New Avenues in Prostate Cancer Treatment: Designing HDAC Inhibitors to Precision-Target HDAC6 Activity
Revolutionising the landscape of HDAC inhibitor design with a focus on targeting HDAC6 activity, the study sheds light on the pivotal role of HDACs (histone deacetylases) in gene expression regulation through acetylation/deacetylation of lysine residues in histones and non-histone proteins. Given their involvement in critical cellular processes such as cell cycle progression, differentiation, and apoptosis, HDACs emerge as particularly intriguing in the context of prostate cancer, where they modulate the androgen receptor (AR), a key driver of cancer progression and drug resistance.
Promising Findings: Lead Candidate Superior Selectivity and Minimal Toxicity
The primary objective of this research was the conceptualisation and synthesis of novel HDAC inhibitors across three distinct series, with a pronounced emphasis on HDAC6 inhibitory activity. The compounds underwent meticulous evaluation for their impact on aggressive prostate cancer cell proliferation, tumor selectivity, anti-migration properties, and in vitro drug-like characteristics. Notably, among the array of synthesized compounds, compound 13 demonstrated remarkable efficacy, positioning itself as a promising lead for subsequent research endeavors due to its elevated selectivity and minimal toxicity.

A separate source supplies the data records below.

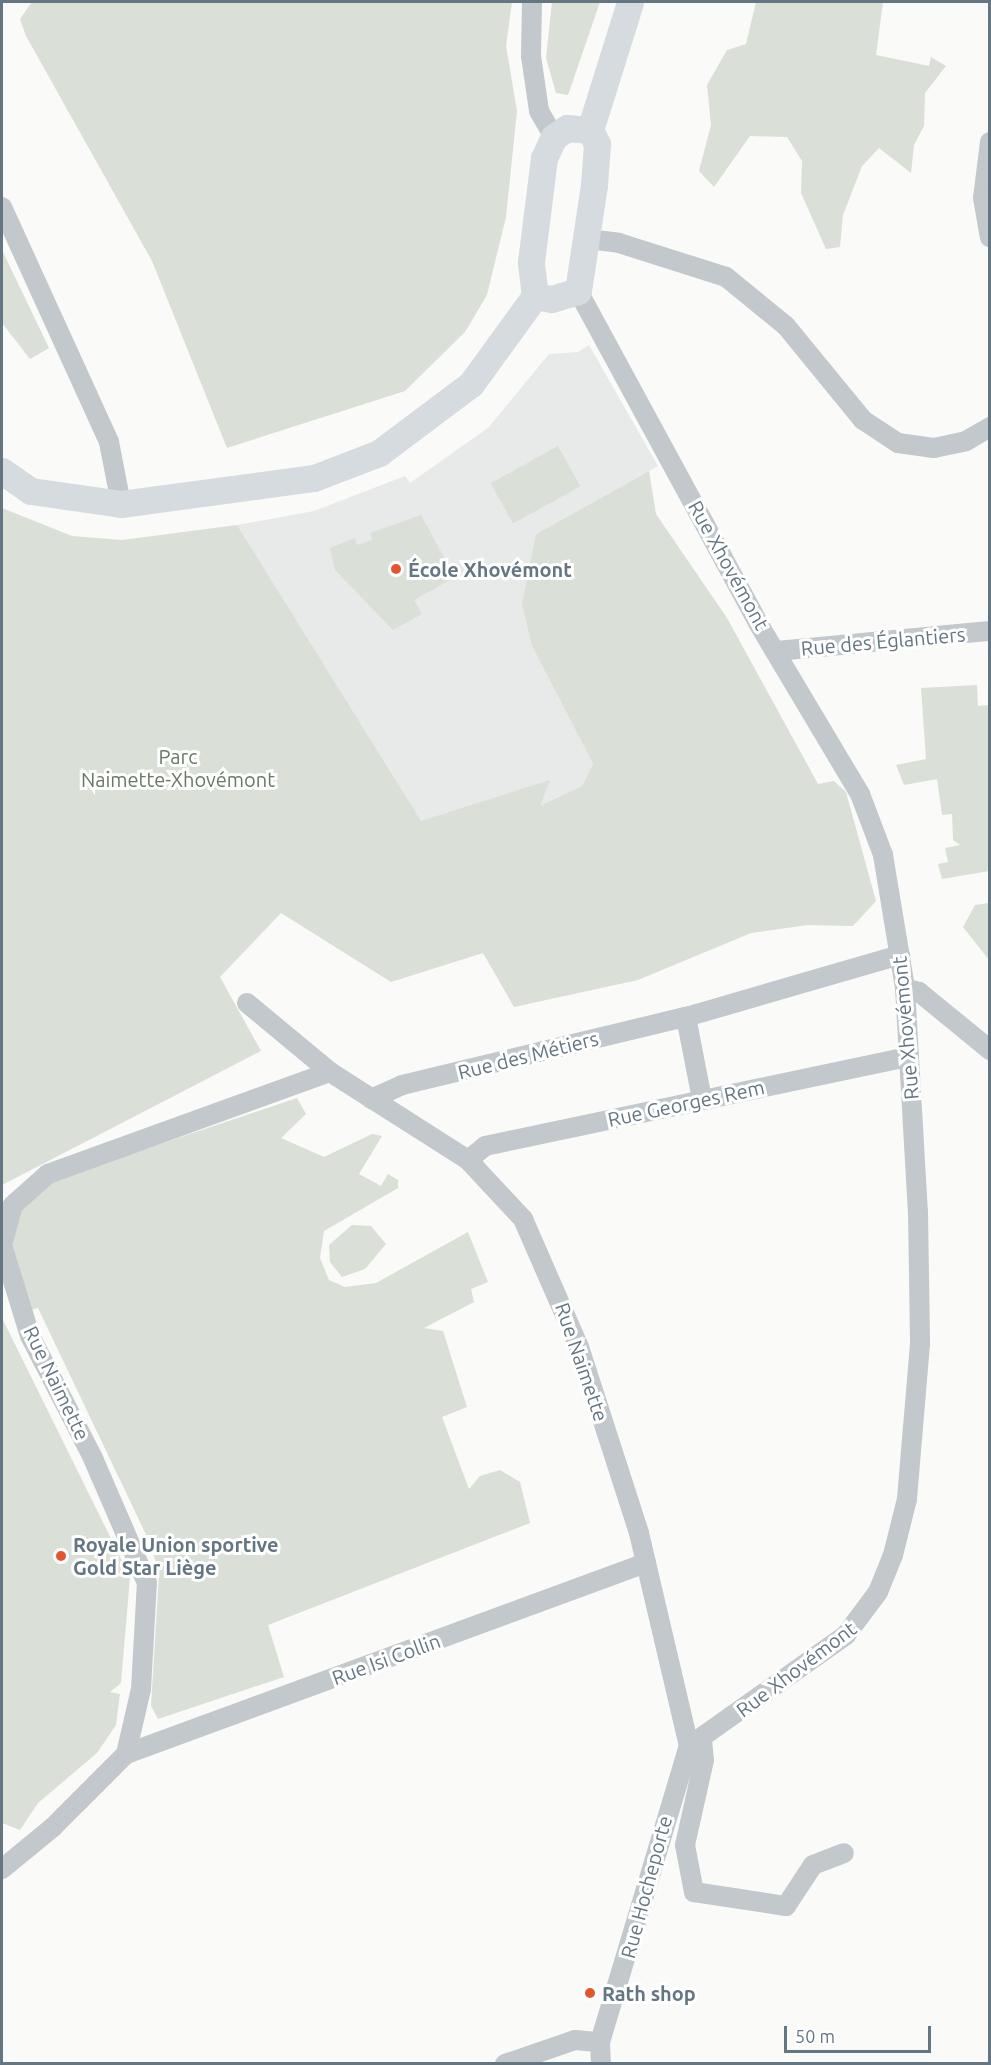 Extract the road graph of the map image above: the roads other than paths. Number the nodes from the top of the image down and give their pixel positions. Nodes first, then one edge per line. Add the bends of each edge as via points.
1 (532, 2) edge
2 (630, 2) edge
3 (590, 130) junction
4 (554, 137) junction
5 (990, 142) edge
6 (2, 207) edge
7 (990, 237) edge
8 (588, 239) junction
9 (578, 291) junction
10 (535, 296) junction
11 (990, 427) edge
12 (2, 471) edge
13 (121, 504) junction
14 (990, 631) edge
15 (777, 651) junction
16 (900, 955) junction
17 (905, 988) junction
18 (247, 1003) dead end
19 (686, 1017) junction
20 (990, 1050) edge
21 (909, 1057) junction
22 (330, 1071) junction
23 (371, 1099) junction
24 (702, 1099) junction
25 (468, 1160) junction
26 (646, 1563) junction
27 (695, 1743) junction
28 (126, 1754) junction
29 (844, 1853) dead end
30 (2, 1869) edge
31 (600, 2042) junction
32 (505, 2064) edge
33 (601, 2064) edge

1 - 4 street via 532,67 539,111
2 - 3 street
3 - 4 street via 567,128
3 - 8 street via 597,144
4 - 10 street via 544,158 531,262
5 - 7 street via 983,198
6 - 13 street via 109,442
8 - 9 street
8 - 11 street via 630,246 726,277 786,326 863,420 898,443 934,448 966,441
9 - 10 street via 551,299
9 - 15 street, Rue Xhovémont
10 - 13 street via 471,384 378,453 314,478
12 - 13 street via 31,491
14 - 15 street, Rue des Églantiers
15 - 16 street, Rue Xhovémont via 865,806 883,855
16 - 17 street, Rue Xhovémont
16 - 19 street, Rue des Métiers
17 - 20 street via 919,992
17 - 21 street, Rue Xhovémont
18 - 22 street, Rue Naimette
19 - 23 street, Rue des Métiers via 402,1085
19 - 24 street
21 - 24 street, Rue Georges Rem
21 - 27 street, Rue Xhovémont via 920,1344 907,1498 893,1555 878,1592 846,1635
22 - 23 street, Rue Naimette
22 - 28 street, Rue Naimette via 48,1174 13,1205 2,1245 30,1336 93,1458 147,1583 141,1689
23 - 25 street, Rue Naimette
24 - 25 street, Rue Georges Rem via 485,1146
25 - 26 street, Rue Naimette via 523,1219 540,1247 579,1347
26 - 27 street, Rue Naimette
26 - 28 street, Rue Isi Collin
27 - 29 street, Rue Hocheporte via 704,1760 685,1845 694,1892 786,1905 813,1865
27 - 31 street, Rue Hocheporte
28 - 30 street via 52,1828
31 - 32 street via 575,2040
31 - 33 street, Rue Hocheporte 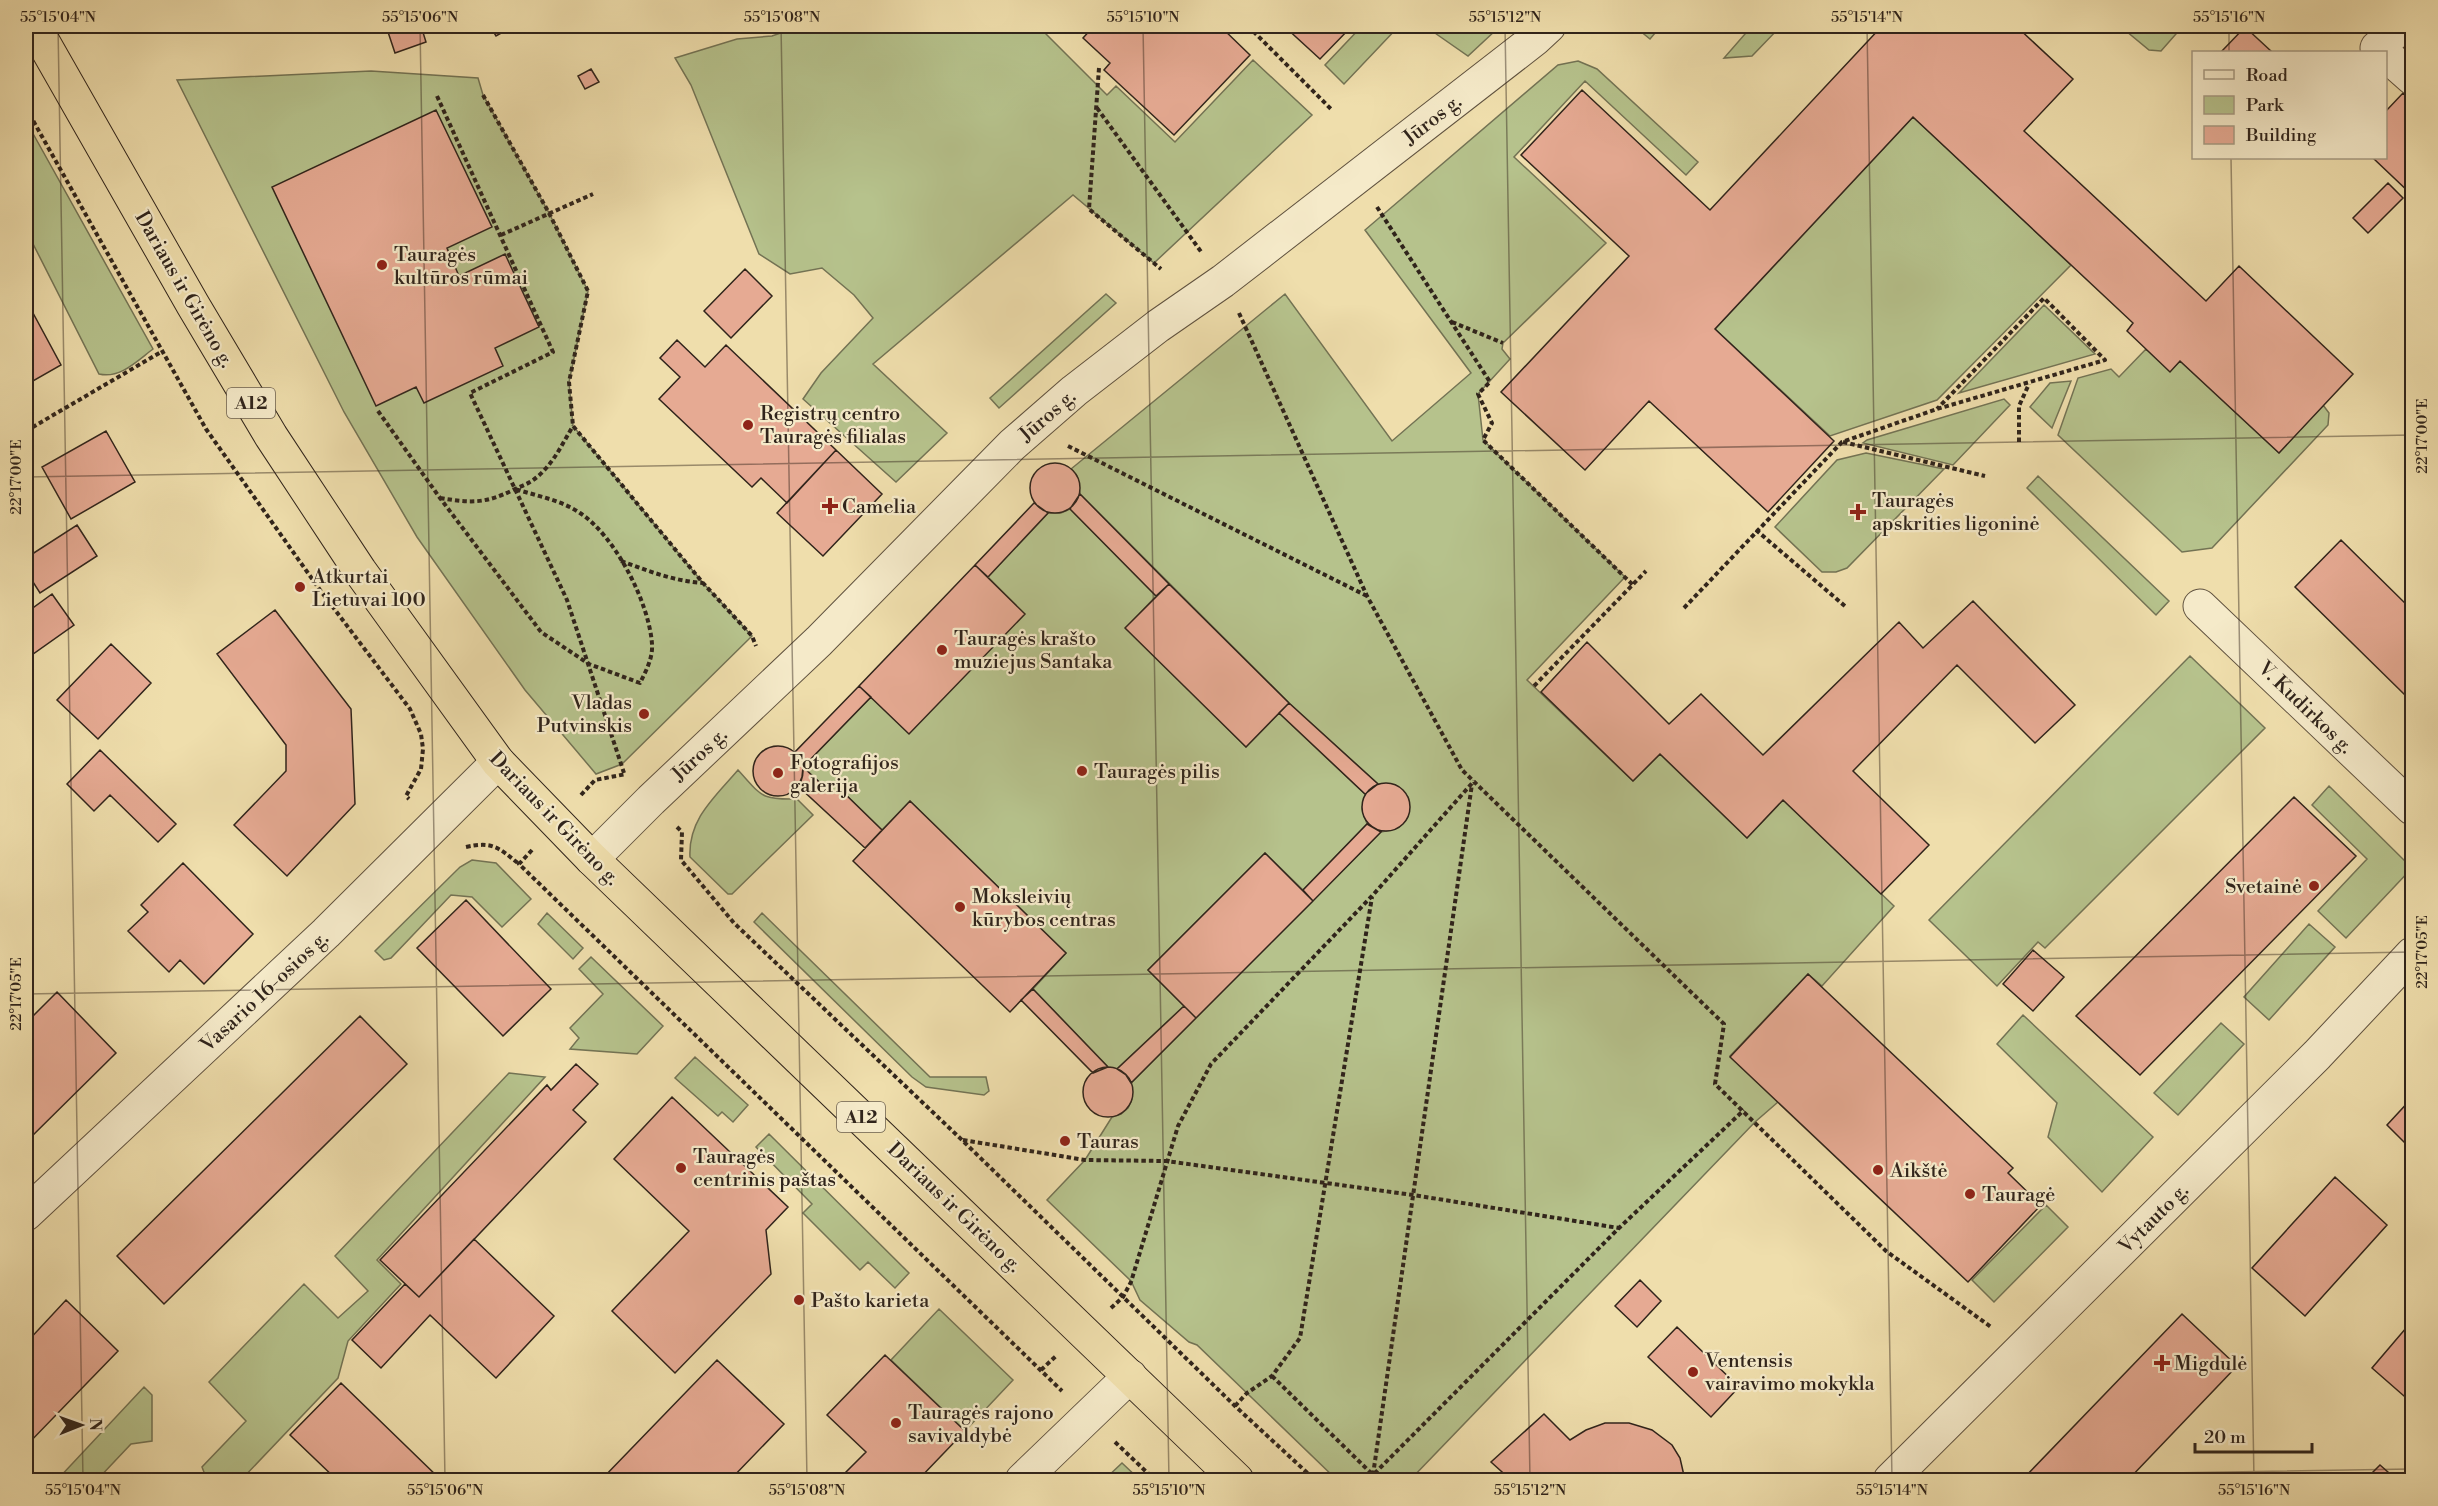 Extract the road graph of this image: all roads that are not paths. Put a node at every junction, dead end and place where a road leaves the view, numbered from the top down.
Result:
1 (34, 26) edge
2 (1549, 26) edge
3 (2402, 26) edge
4 (2380, 51) edge
5 (2387, 57) edge
6 (2412, 78) edge
7 (2200, 606) dead end
8 (498, 762) junction
9 (2412, 808) edge
10 (592, 859) junction
11 (2412, 954) edge
12 (26, 1214) edge
13 (1130, 1376) junction
14 (1022, 1480) edge
15 (1237, 1480) edge
16 (1890, 1480) edge

1 - 8 highway, Dariaus ir Girėno g. / A12
2 - 10 street, Jūros g.
3 - 4 street
5 - 6 street
7 - 9 street, V. Kudirkos g.
8 - 10 highway, Dariaus ir Girėno g. / A12
8 - 12 street, Vasario 16-osios g.
10 - 13 highway, Dariaus ir Girėno g. / A12
11 - 16 street, Vytauto g.
13 - 14 street
13 - 15 highway, Dariaus ir Girėno g. / A12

Utilising Caco-2 Cell-based Plates for In Vitro Permeability Assessment
An integral facet of the study design was the assessment of in vitro permeability, employing CacoReady cell-based plates to unravel the mysteries of cellular adsorption. The Caco-2 cells (ECACC), which are pre-plated after 21 days of culture were acquired from the innovative Barcelona-based company ReadyCell.
By quantifying the permeability of the synthesised compounds within Caco-2 cells, researchers discerned the compounds that exhibited superior cellular adsorption. These findings exposed variations in cell membrane permeability among the compound series, hinting at a potential trade-off between heightened in vitro HDAC6 inhibitory activity and reduced cell permeability.
Consequently, the study concluded that a strategic optimisation of lead hydroxamic acid derivatives is imperative to strike a delicate balance between in vitro potency and cell permeability. This insight not only advances our understanding of the intricate dynamics of HDAC inhibitors but also paves the way for refined therapeutic approaches in the ongoing battle against advanced prostate cancer.
The study by Davide Moi in affiliation with the University of Modena and Reggio Emilia, Italy delves into the nuanced potential of HDAC inhibitors for advancing prostate cancer treatment. The findings imply a pivotal role for HDAC inhibitors in shaping the trajectory of future prostate cancer therapy, extending the influence of this study even beyond its initial focus. The CacoReady ready-to-use Caco-2 cell-based plates used in this research have proven to be an important aid to scientists in accelerating their research.